# ACTIVITY
Without reproducing any picture, copy the records word for word.

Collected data
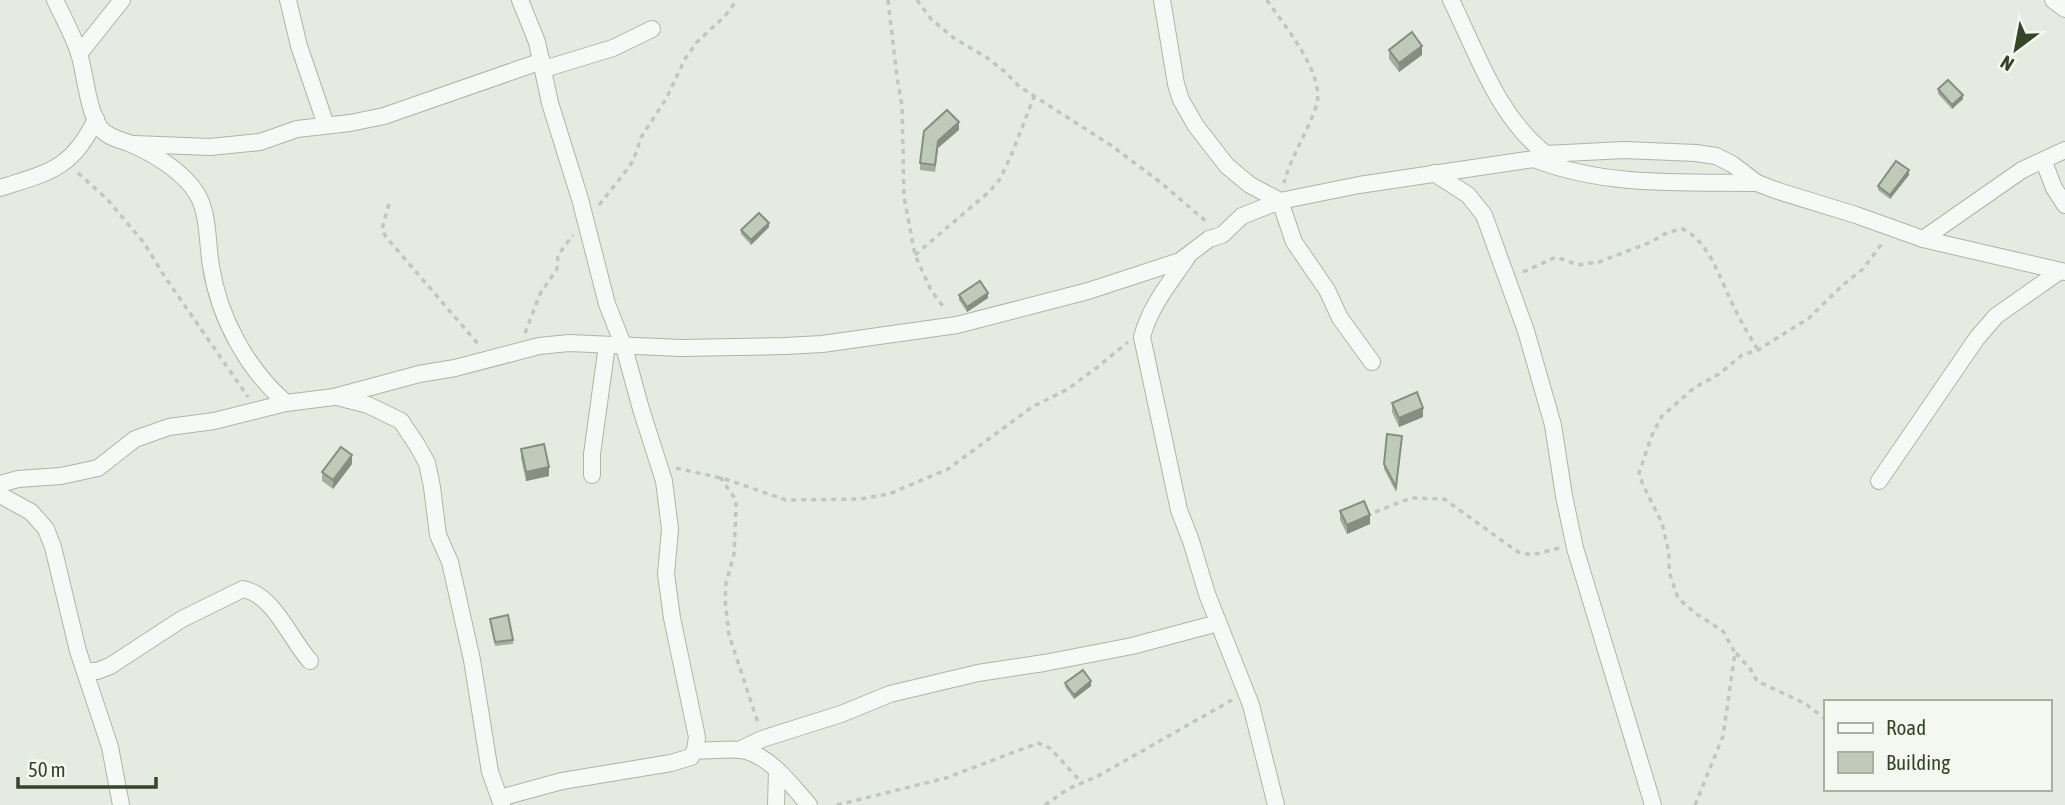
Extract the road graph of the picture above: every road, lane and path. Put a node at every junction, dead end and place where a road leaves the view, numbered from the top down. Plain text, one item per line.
1 (55, 0) edge
2 (122, 0) edge
3 (288, 0) edge
4 (520, 0) edge
5 (737, 0) edge
6 (888, 0) edge
7 (917, 0) edge
8 (1162, 0) edge
9 (1267, 0) edge
10 (1451, 0) edge
11 (2053, 0) edge
12 (2065, 9) edge
13 (653, 29) dead end
14 (79, 54) junction
15 (543, 65) junction
16 (1034, 97) junction
17 (96, 119) junction
18 (326, 125) junction
19 (132, 144) junction
20 (2065, 150) edge
21 (1540, 156) junction
22 (65, 162) junction
23 (2044, 162) junction
24 (1434, 173) junction
25 (1757, 183) junction
26 (0, 188) edge
27 (1280, 201) junction
28 (389, 204) dead end
29 (2065, 205) edge
30 (585, 217) junction
31 (1896, 229) junction
32 (1222, 235) junction
33 (1923, 239) junction
34 (915, 255) junction
35 (1189, 255) junction
36 (2062, 271) edge
37 (1508, 277) junction
38 (957, 324) junction
39 (1145, 327) junction
40 (607, 345) junction
41 (624, 347) junction
42 (1758, 350) junction
43 (512, 354) junction
44 (488, 359) junction
45 (1372, 362) dead end
46 (334, 397) junction
47 (286, 403) junction
48 (257, 410) junction
49 (660, 464) junction
50 (592, 475) dead end
51 (720, 477) junction
52 (1879, 481) dead end
53 (0, 484) edge
54 (0, 495) edge
55 (1375, 512) dead end
56 (1574, 541) junction
57 (1218, 623) junction
58 (1735, 653) junction
59 (310, 661) dead end
60 (85, 671) junction
61 (1246, 691) junction
62 (1824, 718) edge
63 (762, 739) junction
64 (695, 750) junction
65 (738, 750) junction
66 (777, 770) junction
67 (1081, 782) junction
68 (501, 801) edge
69 (121, 805) edge
70 (776, 805) edge
71 (809, 805) edge
72 (837, 805) edge
73 (1045, 805) edge
74 (1276, 805) edge
75 (1653, 805) edge
76 (1696, 805) edge

1 - 14 street
2 - 14 street
3 - 18 street
4 - 15 street
5 - 30 path
6 - 34 path
7 - 16 path
8 - 27 street
9 - 27 path
10 - 21 street
11 - 12 street
13 - 15 street
14 - 17 street
15 - 18 street
15 - 30 street
16 - 32 path
16 - 34 path
17 - 19 street
17 - 22 street
18 - 19 street
19 - 47 street
20 - 23 street
21 - 24 street
21 - 25 street
21 - 25 street
22 - 26 street
22 - 48 path
23 - 29 street
23 - 33 street
24 - 27 street
24 - 37 street
25 - 31 street
27 - 32 street
27 - 45 street
28 - 44 path
30 - 41 street
30 - 43 path
31 - 33 street
31 - 42 path
32 - 35 street
33 - 36 street
34 - 38 path
35 - 38 street
35 - 39 street
36 - 52 street
37 - 42 path
37 - 56 street
38 - 41 street
39 - 51 path
39 - 57 street
40 - 41 street
40 - 43 street
40 - 50 street
41 - 49 street
42 - 58 path
43 - 44 street
44 - 46 street
46 - 47 street
46 - 68 street
47 - 48 street
48 - 53 street
49 - 51 path
49 - 64 street
51 - 63 path
54 - 60 street
55 - 56 path
56 - 75 street
57 - 61 street
57 - 63 street
58 - 62 path
58 - 76 path
59 - 60 street
60 - 69 street
61 - 67 path
61 - 74 street
63 - 65 street
64 - 65 street
64 - 68 street
65 - 66 street
66 - 70 street
66 - 71 street
67 - 72 path
67 - 73 path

# ANSWER TO THE PROBLEM
Extract the road graph of the picture above: every road, lane and path. Put a node at every junction, dead end and place where a road leaves the view, numbered from the top down. Plain text, one item per line.
1 (55, 0) edge
2 (122, 0) edge
3 (288, 0) edge
4 (520, 0) edge
5 (737, 0) edge
6 (888, 0) edge
7 (917, 0) edge
8 (1162, 0) edge
9 (1267, 0) edge
10 (1451, 0) edge
11 (2053, 0) edge
12 (2065, 9) edge
13 (653, 29) dead end
14 (79, 54) junction
15 (543, 65) junction
16 (1034, 97) junction
17 (96, 119) junction
18 (326, 125) junction
19 (132, 144) junction
20 (2065, 150) edge
21 (1540, 156) junction
22 (65, 162) junction
23 (2044, 162) junction
24 (1434, 173) junction
25 (1757, 183) junction
26 (0, 188) edge
27 (1280, 201) junction
28 (389, 204) dead end
29 (2065, 205) edge
30 (585, 217) junction
31 (1896, 229) junction
32 (1222, 235) junction
33 (1923, 239) junction
34 (915, 255) junction
35 (1189, 255) junction
36 (2062, 271) edge
37 (1508, 277) junction
38 (957, 324) junction
39 (1145, 327) junction
40 (607, 345) junction
41 (624, 347) junction
42 (1758, 350) junction
43 (512, 354) junction
44 (488, 359) junction
45 (1372, 362) dead end
46 (334, 397) junction
47 (286, 403) junction
48 (257, 410) junction
49 (660, 464) junction
50 (592, 475) dead end
51 (720, 477) junction
52 (1879, 481) dead end
53 (0, 484) edge
54 (0, 495) edge
55 (1375, 512) dead end
56 (1574, 541) junction
57 (1218, 623) junction
58 (1735, 653) junction
59 (310, 661) dead end
60 (85, 671) junction
61 (1246, 691) junction
62 (1824, 718) edge
63 (762, 739) junction
64 (695, 750) junction
65 (738, 750) junction
66 (777, 770) junction
67 (1081, 782) junction
68 (501, 801) edge
69 (121, 805) edge
70 (776, 805) edge
71 (809, 805) edge
72 (837, 805) edge
73 (1045, 805) edge
74 (1276, 805) edge
75 (1653, 805) edge
76 (1696, 805) edge

1 - 14 street
2 - 14 street
3 - 18 street
4 - 15 street
5 - 30 path
6 - 34 path
7 - 16 path
8 - 27 street
9 - 27 path
10 - 21 street
11 - 12 street
13 - 15 street
14 - 17 street
15 - 18 street
15 - 30 street
16 - 32 path
16 - 34 path
17 - 19 street
17 - 22 street
18 - 19 street
19 - 47 street
20 - 23 street
21 - 24 street
21 - 25 street
21 - 25 street
22 - 26 street
22 - 48 path
23 - 29 street
23 - 33 street
24 - 27 street
24 - 37 street
25 - 31 street
27 - 32 street
27 - 45 street
28 - 44 path
30 - 41 street
30 - 43 path
31 - 33 street
31 - 42 path
32 - 35 street
33 - 36 street
34 - 38 path
35 - 38 street
35 - 39 street
36 - 52 street
37 - 42 path
37 - 56 street
38 - 41 street
39 - 51 path
39 - 57 street
40 - 41 street
40 - 43 street
40 - 50 street
41 - 49 street
42 - 58 path
43 - 44 street
44 - 46 street
46 - 47 street
46 - 68 street
47 - 48 street
48 - 53 street
49 - 51 path
49 - 64 street
51 - 63 path
54 - 60 street
55 - 56 path
56 - 75 street
57 - 61 street
57 - 63 street
58 - 62 path
58 - 76 path
59 - 60 street
60 - 69 street
61 - 67 path
61 - 74 street
63 - 65 street
64 - 65 street
64 - 68 street
65 - 66 street
66 - 70 street
66 - 71 street
67 - 72 path
67 - 73 path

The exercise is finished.